Proposal to class titanium dioxide as a carcinogen under the CLP Regulations

The European Chemicals Agency’s (ECHA) recent consultation on plans to declare titanium dioxide (TiO2) as a carcinogen has raised concerns in a number of industries.

The substance has been widely used in industrial and consumer products for decades and has no obvious substitute. But ECHA recently consulted on plans put forward by the French authorities to declare it a respiratory carcinogen under the EU Classification, Labelling and Packaging Regulation.

The possibility of the substance being classed as a carcinogen is a big concern for a number of industries as it is used as an ingredient in a wide variety of products, including paint, paper, plastics and sunscreen.

The proposal  to class TiO2 as a carcinogen has been put forward due to its low solubility and persistence in the lungs, which can lead to oxidative stress and may also have direct genotoxic effects.

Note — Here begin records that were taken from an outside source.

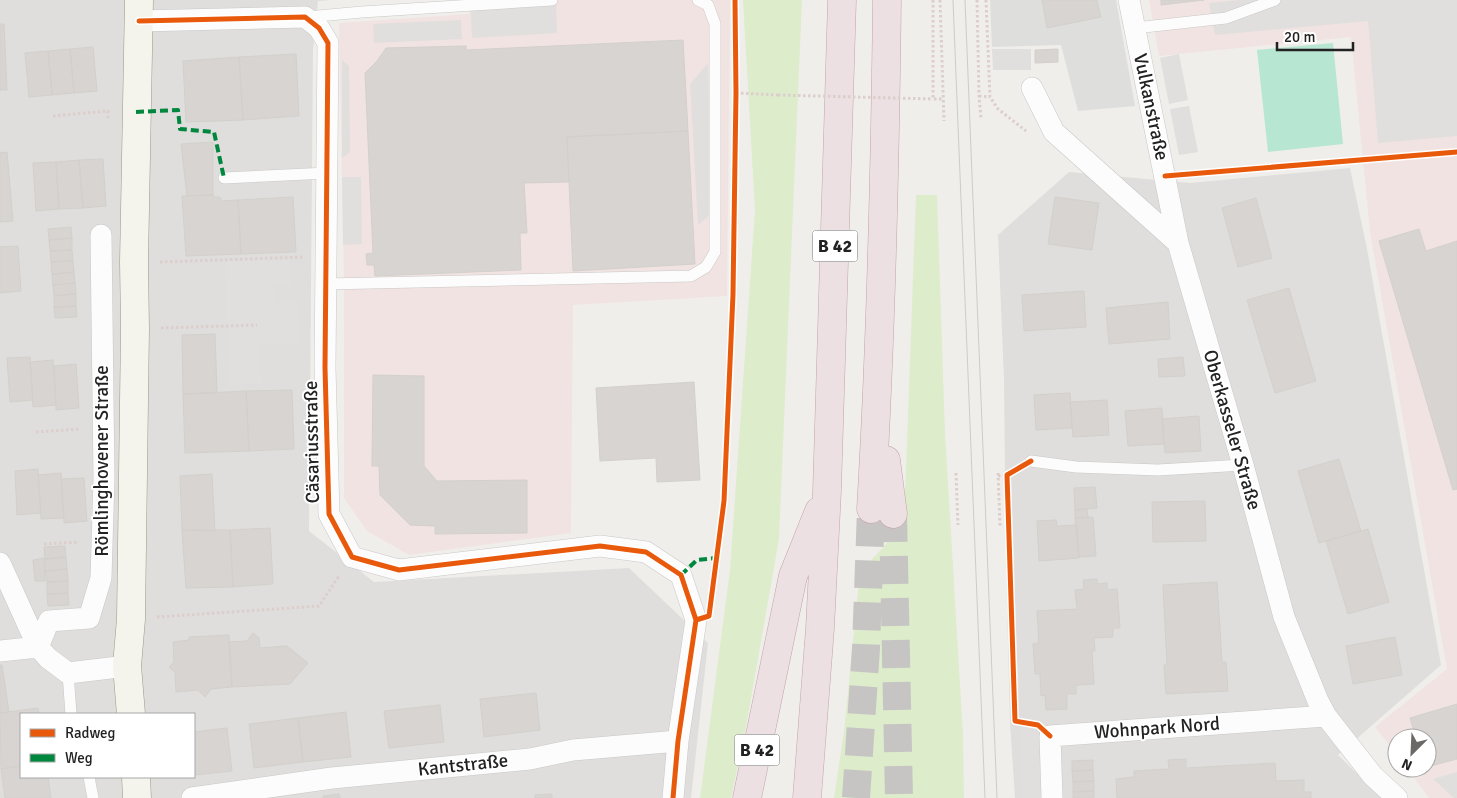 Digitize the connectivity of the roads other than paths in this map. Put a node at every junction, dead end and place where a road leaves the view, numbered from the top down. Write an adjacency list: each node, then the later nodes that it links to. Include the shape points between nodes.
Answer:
1 (552, 0): 8 (lane)
2 (698, 0): 15 (lane, via 708,5 715,24 715,252 706,267 691,276)
3 (842, 0): 18 (highway, B 42)
4 (887, 0): 19 (highway, B 42, via 877,399)
5 (1129, 0): 9 (street, Vulkanstraße)
6 (1275, 0): 9 (lane, via 1226,18)
7 (139, 11): 8 (street); 23 (main road, via 131,619)
8 (306, 17): 11 (street, Cäsariusstraße, via 319,28 328,43)
9 (1135, 28): 14 (street, Vulkanstraße)
10 (1032, 88): 14 (street, via 1054,132)
11 (328, 173): 12 (lane); 15 (street, Cäsariusstraße)
12 (224, 178)
13 (101, 235): 21 (street, Römlinghovener Straße, via 101,578 89,618 49,621)
14 (1178, 242): 17 (street, Oberkasseler Straße)
15 (326, 284): 28 (street, Cäsariusstraße, via 329,514 352,557 399,570 600,546 646,552 680,576 696,620)
16 (1031, 460): 17 (lane, via 1076,467 1158,470)
17 (1243, 464): 27 (street, Oberkasseler Straße, via 1284,617)
18 (827, 491): 35 (highway, B 42, via 793,576); 36 (highway, B 42)
19 (882, 512)
20 (0, 563): 21 (street)
21 (38, 647): 22 (street); 24 (street)
22 (0, 651)
23 (127, 666): 24 (street); 26 (main road)
24 (68, 673): 25 (lane)
25 (71, 713)
26 (131, 713)
27 (1326, 716): 37 (street, Wohnpark Nord, via 1050,736); 38 (street, Oberkasseler Straße, via 1373,776)
28 (678, 741): 33 (street, Kantstraße, via 332,778); 34 (street)
29 (89, 778): 31 (lane)
30 (136, 778): 32 (main road)
31 (93, 798)
32 (137, 798)
33 (192, 798)
34 (673, 798)
35 (747, 798)
36 (807, 798)
37 (1052, 798)
38 (1397, 798)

There is no evidence from human data of a link between occupational exposure to TiO2 dust and cancer. However, the International Agency for Research on Cancer declared it a carcinogen in 2006, based on studies in rats. Exposure to the substance led to benign and malignant lung tumours.

There is currently no harmonised classification and labelling for TiO2, although it is sometimes self-labelled as harmful if inhaled, as a skin and eye irritant and a suspected carcinogen.

ECHA has received a large number of responses to its consultation regarding TiO2, highlighting both the economic impact and the lack of any proven effect in people, either as consumers or as industrial workers.

In June, the Government responded to the European Commission’s consultation on its ‘fitness check’ of the EU Chemicals Regulations, stating that the CLP process should better consider socio-economic impacts. This could hinder the proposal to class TiO2 as a carcinogen.